Kandahar was frightening that spring of 2007. The police were accused of carrying out kidnappings and robberies, and the scars of suicide bombings pockmarked the streets. There was a lot of anger, despair and black humor around. Residents expressed a grudging admiration for the old ways of the Taliban simply because the alternatives had come to appear so dire. To them, democracy meant virtual anarchy and, in the villages, a brutal occupation. “If I sit at a table with an American and he says he has brought us freedom, I will tell him he has fucked us,” said a father-of-two. He had fled Kandahar during the Taliban government because he was against its restrictions on education. “But I was never worried about my family,” he added. “Every single minute of the last three years I have been very worried.”
Comments like this came thick and fast, mixed in with jokes. Some of the men insulted the president, Hamid Karzai, and his wife, laughing and swearing as they did so. A woman I met was sure the city had been better under the Taliban. “If we did not have a full stomach we could at least get some food and go to sleep,” she said.
Slipping into Chaos
On and on it went, a litany of complaints and stories that portrayed a nation slipping deep into chaos. A religious leader from the district of Panjwayi described how 18 of his relatives had been killed in an air strike. Then three Talibs from Helmand defended the insurgency as being a natural reaction to events.
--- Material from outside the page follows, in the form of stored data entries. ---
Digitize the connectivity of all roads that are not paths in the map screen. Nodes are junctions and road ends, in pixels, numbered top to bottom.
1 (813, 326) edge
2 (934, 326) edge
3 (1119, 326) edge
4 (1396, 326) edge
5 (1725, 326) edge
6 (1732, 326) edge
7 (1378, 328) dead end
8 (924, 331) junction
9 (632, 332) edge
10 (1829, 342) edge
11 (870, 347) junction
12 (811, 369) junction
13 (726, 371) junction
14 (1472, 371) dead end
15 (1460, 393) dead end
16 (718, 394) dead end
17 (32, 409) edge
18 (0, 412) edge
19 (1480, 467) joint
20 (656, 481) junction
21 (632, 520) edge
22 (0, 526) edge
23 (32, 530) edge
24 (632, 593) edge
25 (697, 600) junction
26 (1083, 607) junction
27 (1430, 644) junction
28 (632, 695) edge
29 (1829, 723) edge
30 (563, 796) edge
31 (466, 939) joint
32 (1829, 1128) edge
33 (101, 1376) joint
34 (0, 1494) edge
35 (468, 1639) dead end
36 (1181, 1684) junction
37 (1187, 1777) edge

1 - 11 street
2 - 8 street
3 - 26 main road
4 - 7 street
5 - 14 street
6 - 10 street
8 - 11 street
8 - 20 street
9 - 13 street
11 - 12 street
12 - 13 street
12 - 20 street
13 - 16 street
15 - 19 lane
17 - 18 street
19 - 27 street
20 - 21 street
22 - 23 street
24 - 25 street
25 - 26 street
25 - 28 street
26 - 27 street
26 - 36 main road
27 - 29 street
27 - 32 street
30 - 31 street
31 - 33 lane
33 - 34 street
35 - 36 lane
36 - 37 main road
Basically, they felt they had nothing to lose.
Reports of civilians getting bombed from above came regular as clockwork that spring and summer. First some villagers or local officials would say innocent people were dead and the Nato or US-led coalition would deny it. Then all parties would agree civilian blood had been spilt, but argue over casualty figures. Hamid Karzai kept demanding that the carnage stop, but it never did.
In Kabul, a senator from Helmand said it was killing the entire country. He was among members of parliament’s upper chamber who had called for a ceasefire and negotiations with insurgent groups. They had also said a date should be set for the withdrawal of foreign forces. By then the parliament, supposedly the shining light of a new democracy, was actually a symbol of the Taliban’s resurgence. Police in riot gear stood watch and the building was falling to pieces, with paint flaking away and the walls starting to crack. Not only was there sympathy for the militants inside, there were also men whose viciousness had caused the movement to form in the first place. Most Afghans wanted the warlords brought to justice, but instead the international community had let them stand for election, and here they were showing off their power yet again.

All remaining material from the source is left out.